• **EXERCISE DIRECTIONS**: Your task is to repeat all of the data exactly while excluding the pictures.

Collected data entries
--------------------------------

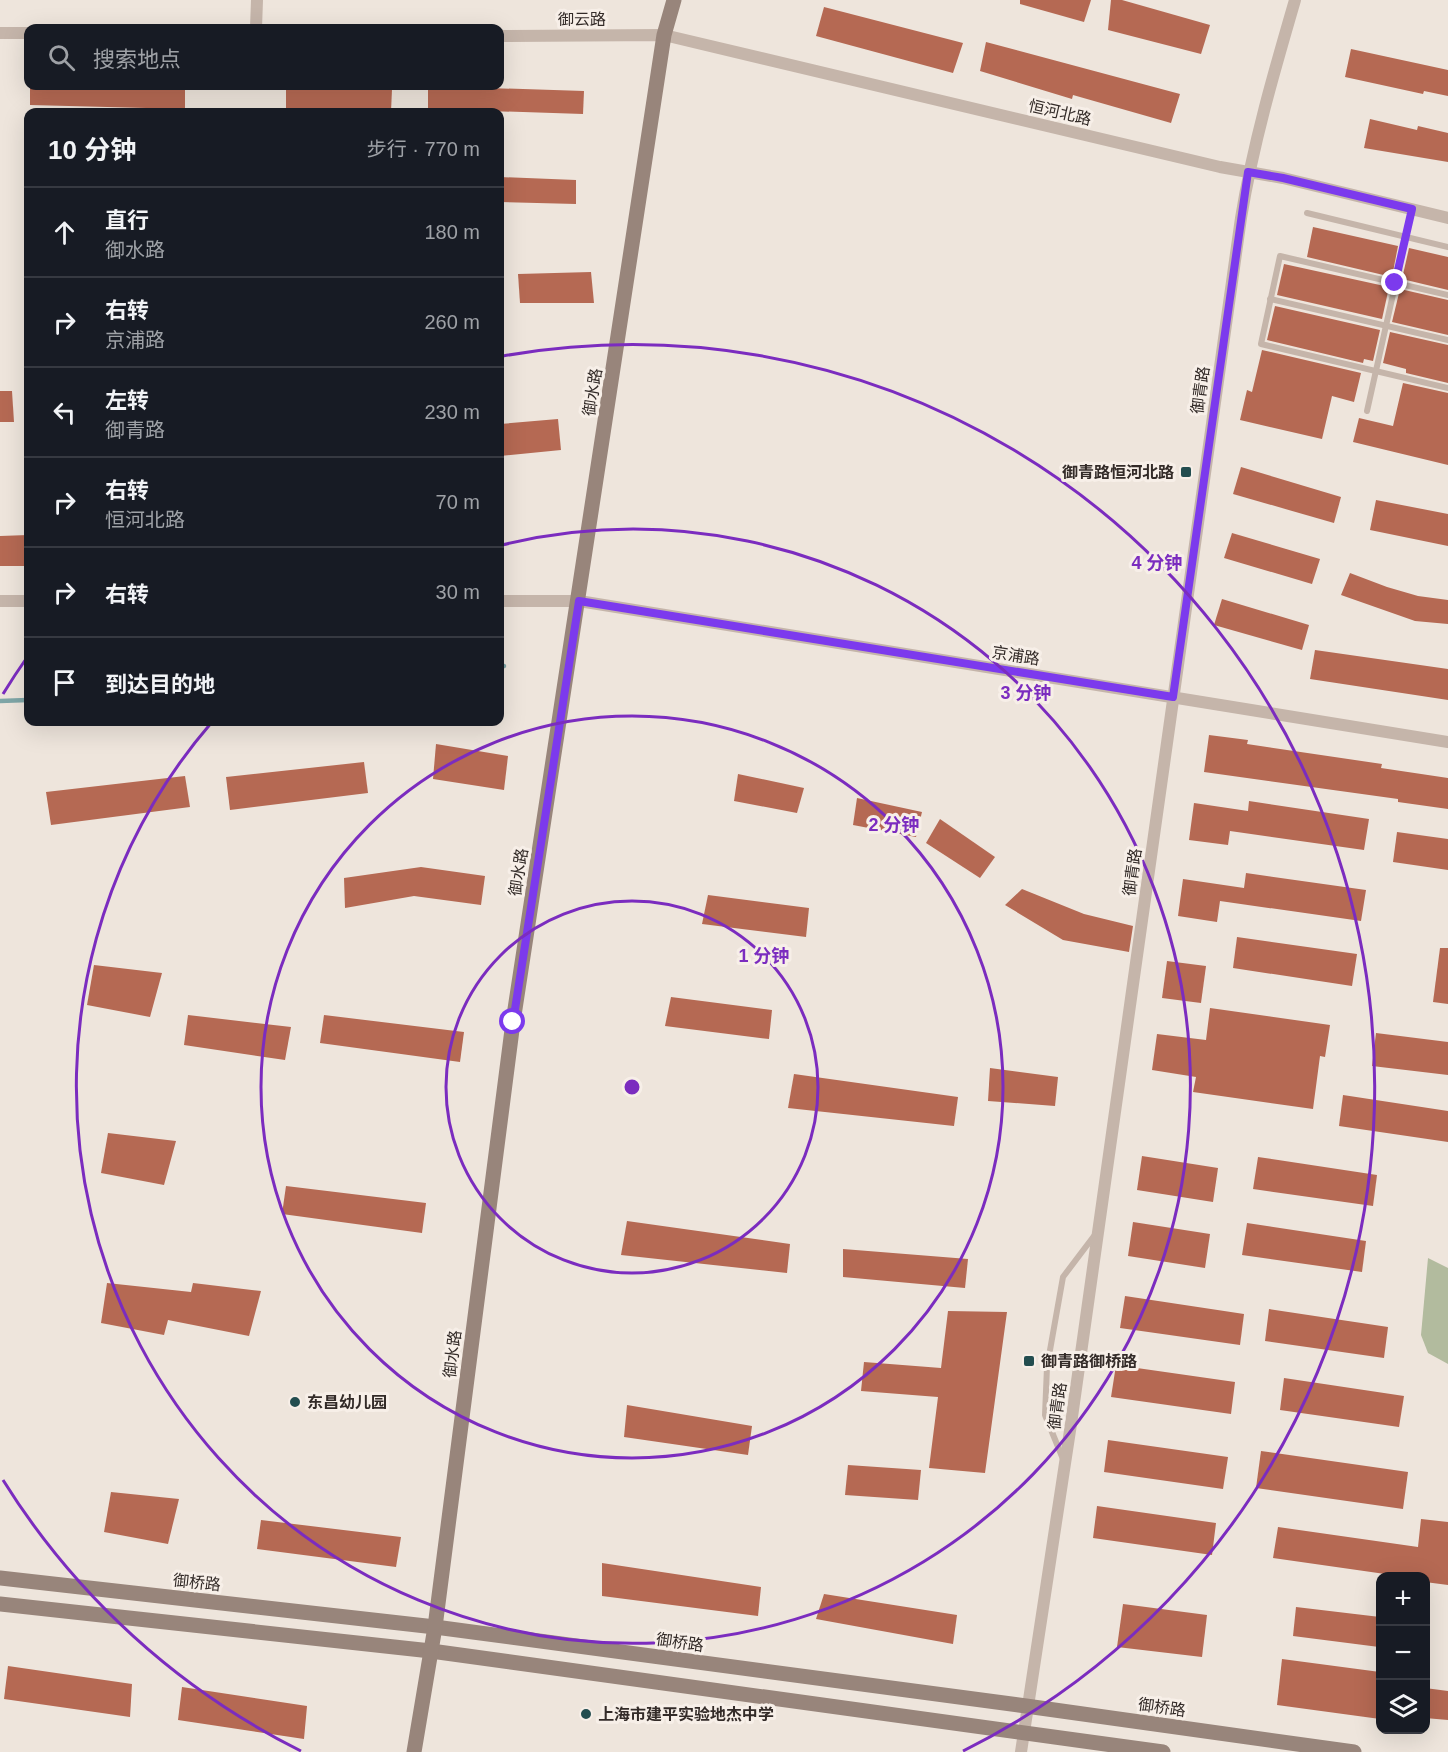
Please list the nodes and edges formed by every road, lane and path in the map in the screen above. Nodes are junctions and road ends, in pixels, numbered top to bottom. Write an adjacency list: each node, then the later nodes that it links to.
1 (257, 0): 4 (street)
2 (674, 0): 7 (main road, 御水路)
3 (1295, 0): 9 (street, 御青路)
4 (256, 24)
5 (0, 33): 6 (street)
6 (24, 33)
7 (664, 35): 8 (street, 御云路); 9 (street, 恒河北路); 26 (main road, 御水路)
8 (504, 36)
9 (1248, 172): 10 (street, 恒河北路); 27 (street, 御青路)
10 (1412, 209): 12 (street, 恒河北路); 13 (lane)
11 (1307, 213): 13 (lane)
12 (1448, 218)
13 (1406, 237): 14 (lane); 15 (lane)
14 (1448, 247)
15 (1395, 283): 16 (lane); 17 (lane); 18 (lane)
16 (1448, 296)
17 (1270, 299): 18 (lane); 20 (lane)
18 (1386, 326): 19 (lane); 20 (lane)
19 (1448, 340)
20 (1376, 371): 21 (lane); 22 (lane)
21 (1448, 388)
22 (1367, 411)
23 (0, 601): 24 (street)
24 (24, 601)
25 (504, 601): 26 (street, 京浦路)
26 (579, 601): 27 (street, 京浦路); 33 (main road, 御水路)
27 (1173, 697): 28 (street, 京浦路); 29 (street, 御青路)
28 (1448, 742)
29 (1098, 1231): 30 (street, 御青路); 30 (lane)
30 (1065, 1463): 35 (street, 御青路)
31 (0, 1578): 33 (main road, 御桥路)
32 (0, 1604): 34 (main road)
33 (435, 1627): 34 (main road, 御水路); 35 (main road, 御桥路)
34 (431, 1651): 36 (main road); 37 (main road, 御水路)
35 (1026, 1706): 36 (street, 御青路); 40 (main road, 御桥路)
36 (1023, 1732): 38 (street, 御青路); 39 (main road)
37 (414, 1752)
38 (1021, 1752)
39 (1163, 1752)
40 (1354, 1752)

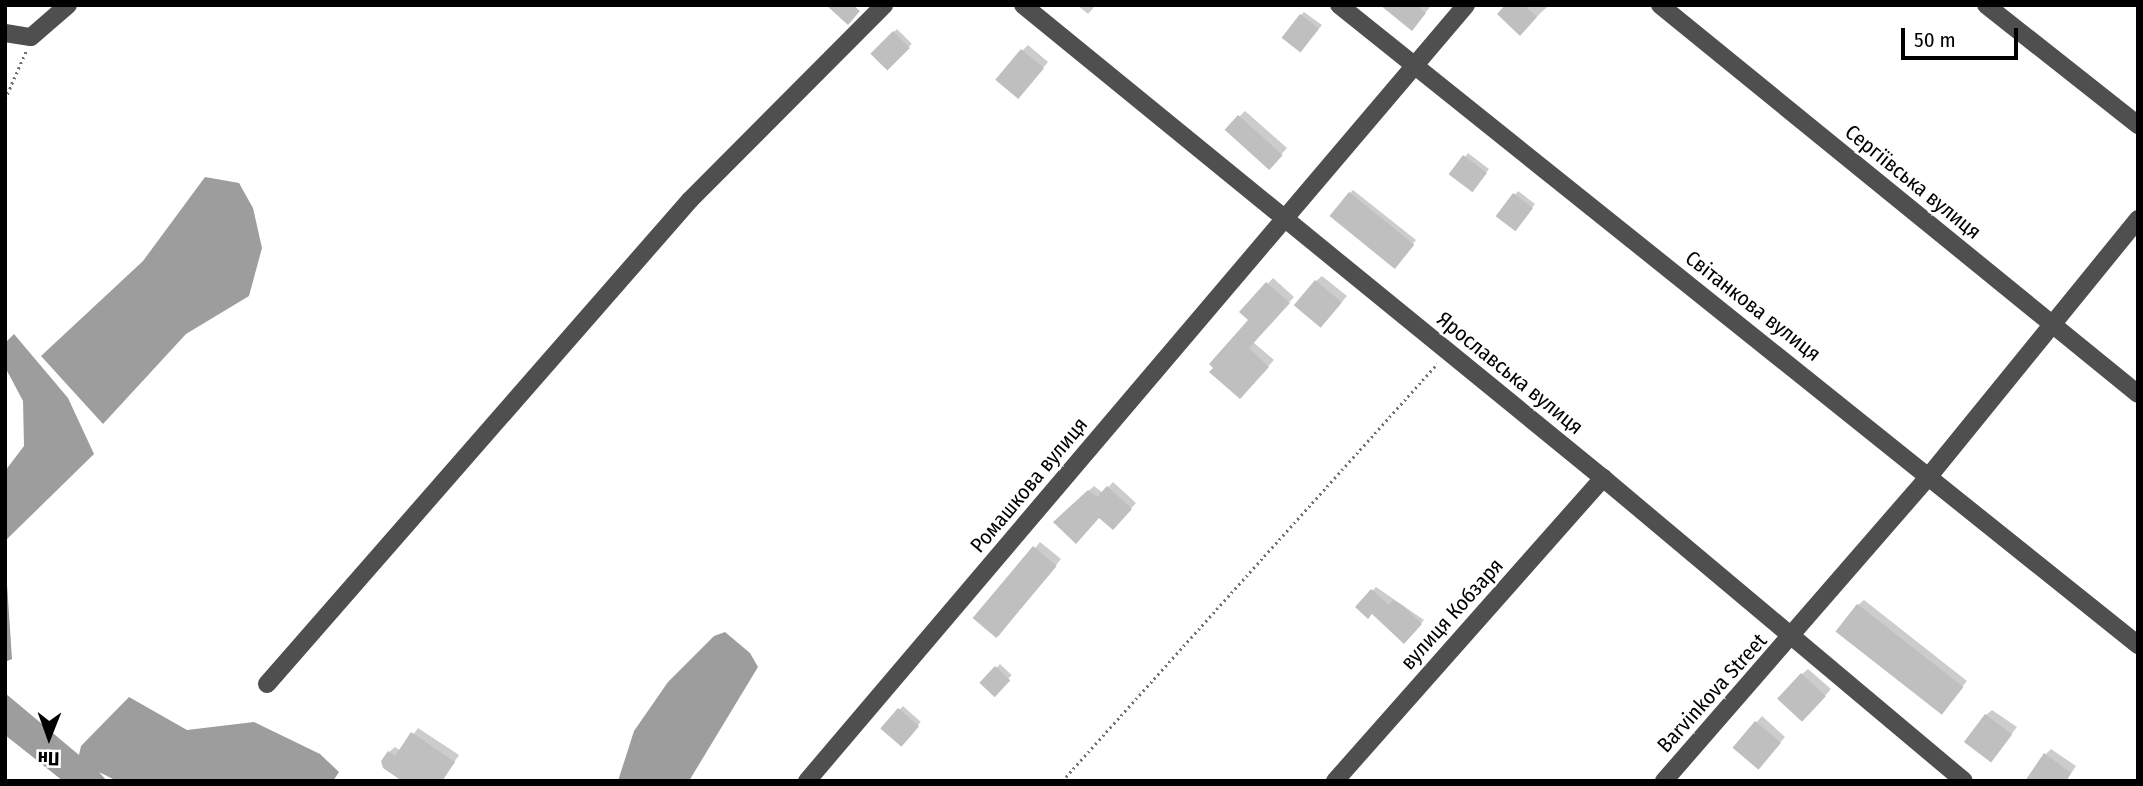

--------------------------------

• **EXERCISE RESULT**:
Please list the nodes and edges formed by every road, lane and path in the map in the screen above. Nodes are junctions and road ends, in pixels, numbered top to bottom. Write an adjacency list: each node, then the later nodes that it links to.
1 (257, 0): 4 (street)
2 (674, 0): 7 (main road, 御水路)
3 (1295, 0): 9 (street, 御青路)
4 (256, 24)
5 (0, 33): 6 (street)
6 (24, 33)
7 (664, 35): 8 (street, 御云路); 9 (street, 恒河北路); 26 (main road, 御水路)
8 (504, 36)
9 (1248, 172): 10 (street, 恒河北路); 27 (street, 御青路)
10 (1412, 209): 12 (street, 恒河北路); 13 (lane)
11 (1307, 213): 13 (lane)
12 (1448, 218)
13 (1406, 237): 14 (lane); 15 (lane)
14 (1448, 247)
15 (1395, 283): 16 (lane); 17 (lane); 18 (lane)
16 (1448, 296)
17 (1270, 299): 18 (lane); 20 (lane)
18 (1386, 326): 19 (lane); 20 (lane)
19 (1448, 340)
20 (1376, 371): 21 (lane); 22 (lane)
21 (1448, 388)
22 (1367, 411)
23 (0, 601): 24 (street)
24 (24, 601)
25 (504, 601): 26 (street, 京浦路)
26 (579, 601): 27 (street, 京浦路); 33 (main road, 御水路)
27 (1173, 697): 28 (street, 京浦路); 29 (street, 御青路)
28 (1448, 742)
29 (1098, 1231): 30 (street, 御青路); 30 (lane)
30 (1065, 1463): 35 (street, 御青路)
31 (0, 1578): 33 (main road, 御桥路)
32 (0, 1604): 34 (main road)
33 (435, 1627): 34 (main road, 御水路); 35 (main road, 御桥路)
34 (431, 1651): 36 (main road); 37 (main road, 御水路)
35 (1026, 1706): 36 (street, 御青路); 40 (main road, 御桥路)
36 (1023, 1732): 38 (street, 御青路); 39 (main road)
37 (414, 1752)
38 (1021, 1752)
39 (1163, 1752)
40 (1354, 1752)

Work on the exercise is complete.